In a decision released Monday, the Arizona Supreme Court clarified a procedural question concerning disclosure in appeals from arbitration. Pursuant to Arizona Rule of Civil Procedure 77(g)(1), an appellant must file an Appeal from Arbitration and Motion to Set for Trial simultaneously with a list of witnesses and exhibits that complies with the requirements of Rule 26.1. If the appellant does not file a list of witnesses and exhibits, “then the witnesses and exhibits intended to be used at trial by appellant shall be deemed to be those set forth in any such list previously filed in the action.” Subsection (g)(3) also states that the parties have 80 days from the filing of the appeal to complete discovery under Rules 26 through 37 of the Arizona Rules of Civil Procedure. And, subsection (g)(4) states: “For good cause shown the court may extend the time for discovery set forth in subsection (3) above and/or allow a supplemental list of witnesses and exhibits to be filed.”
In September 2009, Marco and Flor Mora sued Pauline Cosper for damages that resulted from a car accident. Following a mandatory arbitration in August 2010, the arbitrator entered an award in favor of the Moras. The next day, Cosper filed an Appeal from Arbitration requesting a trial de novo in superior court. He also then filed a list of witnesses and exhibits.
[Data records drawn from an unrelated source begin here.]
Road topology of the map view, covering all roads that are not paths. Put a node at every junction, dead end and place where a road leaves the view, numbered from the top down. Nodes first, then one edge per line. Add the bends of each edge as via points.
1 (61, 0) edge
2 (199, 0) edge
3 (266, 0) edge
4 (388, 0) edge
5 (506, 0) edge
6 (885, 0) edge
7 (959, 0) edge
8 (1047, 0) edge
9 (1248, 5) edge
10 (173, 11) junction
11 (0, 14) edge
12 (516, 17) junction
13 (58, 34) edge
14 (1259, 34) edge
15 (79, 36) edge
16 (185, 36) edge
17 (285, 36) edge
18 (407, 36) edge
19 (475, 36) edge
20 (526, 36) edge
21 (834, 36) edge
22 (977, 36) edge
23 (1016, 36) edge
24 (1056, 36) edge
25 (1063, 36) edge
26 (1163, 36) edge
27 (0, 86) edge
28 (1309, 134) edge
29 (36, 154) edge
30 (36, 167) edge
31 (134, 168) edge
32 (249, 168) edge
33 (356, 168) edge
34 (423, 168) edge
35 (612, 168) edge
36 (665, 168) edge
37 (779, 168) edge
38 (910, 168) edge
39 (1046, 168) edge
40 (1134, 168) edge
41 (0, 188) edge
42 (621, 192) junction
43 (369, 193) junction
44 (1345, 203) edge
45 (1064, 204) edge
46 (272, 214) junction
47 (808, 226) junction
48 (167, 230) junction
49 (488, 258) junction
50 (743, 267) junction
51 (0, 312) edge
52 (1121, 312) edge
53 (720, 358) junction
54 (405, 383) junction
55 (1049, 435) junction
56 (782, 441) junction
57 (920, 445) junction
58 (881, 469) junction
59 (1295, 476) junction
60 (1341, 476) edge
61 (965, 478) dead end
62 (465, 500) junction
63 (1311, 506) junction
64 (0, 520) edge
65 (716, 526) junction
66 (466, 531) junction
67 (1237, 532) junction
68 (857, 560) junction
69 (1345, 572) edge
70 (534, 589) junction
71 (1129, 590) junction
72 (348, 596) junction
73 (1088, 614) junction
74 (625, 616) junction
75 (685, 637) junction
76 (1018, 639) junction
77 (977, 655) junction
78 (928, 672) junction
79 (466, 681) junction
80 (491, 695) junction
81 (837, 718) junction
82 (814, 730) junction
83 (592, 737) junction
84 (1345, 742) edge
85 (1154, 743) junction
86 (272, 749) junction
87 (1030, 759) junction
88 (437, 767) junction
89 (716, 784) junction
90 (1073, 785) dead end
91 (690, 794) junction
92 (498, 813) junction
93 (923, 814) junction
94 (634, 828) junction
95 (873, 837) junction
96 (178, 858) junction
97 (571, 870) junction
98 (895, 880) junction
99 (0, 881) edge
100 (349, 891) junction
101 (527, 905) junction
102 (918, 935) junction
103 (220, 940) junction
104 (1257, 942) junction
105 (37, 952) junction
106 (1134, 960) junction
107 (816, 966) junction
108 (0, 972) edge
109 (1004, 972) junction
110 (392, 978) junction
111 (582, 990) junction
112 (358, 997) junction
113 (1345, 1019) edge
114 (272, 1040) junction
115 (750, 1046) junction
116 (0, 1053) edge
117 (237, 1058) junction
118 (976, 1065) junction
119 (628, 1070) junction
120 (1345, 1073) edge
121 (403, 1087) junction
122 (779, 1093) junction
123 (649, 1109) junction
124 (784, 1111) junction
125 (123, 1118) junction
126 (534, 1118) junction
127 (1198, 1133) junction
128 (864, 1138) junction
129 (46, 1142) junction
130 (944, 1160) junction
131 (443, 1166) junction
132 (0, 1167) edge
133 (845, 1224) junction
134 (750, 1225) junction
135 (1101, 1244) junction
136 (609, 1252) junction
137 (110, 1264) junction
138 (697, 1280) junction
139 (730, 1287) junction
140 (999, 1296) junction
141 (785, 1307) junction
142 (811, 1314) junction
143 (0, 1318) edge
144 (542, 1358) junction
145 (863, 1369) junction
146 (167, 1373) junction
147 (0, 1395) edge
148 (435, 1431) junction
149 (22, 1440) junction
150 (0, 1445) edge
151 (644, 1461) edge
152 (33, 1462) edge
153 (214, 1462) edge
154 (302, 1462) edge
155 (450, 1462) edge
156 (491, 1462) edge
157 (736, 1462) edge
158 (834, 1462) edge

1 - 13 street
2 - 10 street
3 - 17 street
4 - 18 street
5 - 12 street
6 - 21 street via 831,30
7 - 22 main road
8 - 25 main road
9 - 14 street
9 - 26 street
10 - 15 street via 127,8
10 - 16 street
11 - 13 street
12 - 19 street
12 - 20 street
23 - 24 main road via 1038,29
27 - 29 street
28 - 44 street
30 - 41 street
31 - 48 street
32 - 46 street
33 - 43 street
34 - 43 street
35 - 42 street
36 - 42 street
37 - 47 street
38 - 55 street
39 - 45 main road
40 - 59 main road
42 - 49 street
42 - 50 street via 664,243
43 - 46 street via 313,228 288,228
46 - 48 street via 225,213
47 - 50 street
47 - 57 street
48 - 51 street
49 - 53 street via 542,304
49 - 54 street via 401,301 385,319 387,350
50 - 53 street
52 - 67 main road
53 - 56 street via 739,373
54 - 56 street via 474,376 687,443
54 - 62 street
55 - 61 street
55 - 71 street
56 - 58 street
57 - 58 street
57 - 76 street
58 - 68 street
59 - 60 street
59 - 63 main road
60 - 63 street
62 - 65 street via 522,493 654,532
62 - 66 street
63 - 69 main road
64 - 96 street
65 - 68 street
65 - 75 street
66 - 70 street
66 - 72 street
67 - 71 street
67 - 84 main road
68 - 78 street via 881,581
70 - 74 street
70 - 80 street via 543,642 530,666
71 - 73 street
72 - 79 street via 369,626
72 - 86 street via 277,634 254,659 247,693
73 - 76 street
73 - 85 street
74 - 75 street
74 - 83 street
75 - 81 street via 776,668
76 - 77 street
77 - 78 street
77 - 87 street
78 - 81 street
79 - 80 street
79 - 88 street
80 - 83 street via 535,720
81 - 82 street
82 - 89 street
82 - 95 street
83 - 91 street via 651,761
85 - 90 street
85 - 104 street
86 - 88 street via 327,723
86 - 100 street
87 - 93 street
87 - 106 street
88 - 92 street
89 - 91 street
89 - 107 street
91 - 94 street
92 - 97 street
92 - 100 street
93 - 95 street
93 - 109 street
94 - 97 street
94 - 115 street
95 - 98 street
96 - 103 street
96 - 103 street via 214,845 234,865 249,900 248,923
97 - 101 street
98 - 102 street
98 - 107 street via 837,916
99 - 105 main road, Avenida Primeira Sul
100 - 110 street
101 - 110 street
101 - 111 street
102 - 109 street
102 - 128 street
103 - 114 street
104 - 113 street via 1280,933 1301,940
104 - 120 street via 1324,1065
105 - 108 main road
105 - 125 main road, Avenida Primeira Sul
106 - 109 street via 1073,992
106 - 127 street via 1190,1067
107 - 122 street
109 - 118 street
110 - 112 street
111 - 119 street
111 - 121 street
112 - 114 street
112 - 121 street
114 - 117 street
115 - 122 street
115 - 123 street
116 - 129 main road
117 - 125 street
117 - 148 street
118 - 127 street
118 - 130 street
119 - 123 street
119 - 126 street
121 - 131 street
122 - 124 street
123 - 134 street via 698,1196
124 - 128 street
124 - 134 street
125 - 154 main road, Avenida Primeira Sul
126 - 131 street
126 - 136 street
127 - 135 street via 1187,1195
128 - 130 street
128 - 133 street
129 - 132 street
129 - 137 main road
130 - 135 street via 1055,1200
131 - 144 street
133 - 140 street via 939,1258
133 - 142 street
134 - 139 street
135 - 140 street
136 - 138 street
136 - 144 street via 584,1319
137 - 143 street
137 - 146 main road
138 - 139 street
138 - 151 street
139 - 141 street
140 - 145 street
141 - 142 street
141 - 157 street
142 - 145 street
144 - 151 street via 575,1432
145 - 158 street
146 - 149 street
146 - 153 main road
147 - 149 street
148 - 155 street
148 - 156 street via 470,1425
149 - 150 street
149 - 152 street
In October 2010, Cosper supplemented her witness list by designating a biomechanical expert and disclosing his report. The Moras moved to strike these supplemental disclosures as untimely. The superior court granted the Moras’ motion and found that Cosper had not ”attempted to show good cause” for the subsequent disclosure under subsection (g)(4). Cosper filed a special action petition with the court of appeals, and the court of appeals reversed. The court found that the disclosure fell within the 80-day discovery period in (g)(3). Specifically, it held that “Rule 77 permits supplemental disclosure pursuant to [Arizona Rules of Civil Procedure] 26 through 37 within [eighty] days after the filing of an appeal from compulsory arbitration, without requiring that parties show good cause or obtain the permission of the court.” Cosper v. Rae, No. CV–11–0083–PR, 2012 WL 360278, at ¶3 (Ariz. 2012). Essentially, the court of appeals held that “during the 80-day discovery period prescribed in (g)(3), parties have the right to both conduct discovery and disclose additional witnesses and exhibits.” Id. at ¶9.
The Arizona Supreme Court granted review to clarify the role of Rule 77(g) in appeals from arbitration. The Court held that subsection (g)(4)—which allows for the filing of a supplemental list of witnesses and exhibits for “good cause shown”—contradicts “any ongoing right to additional disclosure.” The parties, the Court held, “cannot possess an automatic and unqualified right to supplement witness and exhibit lists when the rule expressly requires good cause and approval of the court.” Id. at ¶8.
The Court rejected the court of appeals’ conclusion that during the 80-day period provided for in (g)(3), the “parties have the right to both conduct discovery and disclose additional witnesses and exhibits.” This conclusion, the Court found, would render (g)(1)—which requires concurrent filing of witness and exhibit lists—unnecessary. It would also mean that (g)(4)—which requires court approval to file supplemental lists—would not apply until after the 80-day period had run. The Court noted that both the “rule’s text and the consequences of creating an ongoing eighty-day disclosure period” cut against such a reading of the rule. Id. at ¶9.
Cosper pointed out to the Court that Rule 77(g) refers to Rules 26 through 37. As such, it applies to 26.1, which generally allows parties to supplement their disclosure of witnesses in civil cases. Therefore, Cosper argued, subsection (g)(3) creates the same right in appeals from arbitration awards. However, the Court held that Rule 77(g) and its “simultaneous” filing requirement govern appeals from arbitration, and that it controls over the more general Rule 26.1. The Court also noted that the Rule distinguishes between discovery and the filing of supplemental witnesses lists in, for example, subsection (g)(4). And, as such, reading “discovery” in (g)(3) to include the supplemental disclosure of witness and exhibit lists would obviate the need for their distinction elsewhere in the rule. Citing Arizona Dep’t of Revenue v. Action Marine Inc., 181 P.3d 188, 190 (2008), the Court noted that it will “not construe text to render any of its terms meaningless.” Cosper, WL 360278, at ¶10.
Finally, the Court also noted that the court of appeals’ holding could “undermine Rule 77’s goal of a prompt trial de novo,” by allowing for the disclosure of witnesses up until the end of the 80-day period. Such a disclosure would likely mandate the extension of the discovery period.
The court vacated the court of appeals’ opinion, and held that the appellant must file her list of witnesses and exhibits simultaneously with the notice of appeal, and that the list could not be supplemented without good cause shown.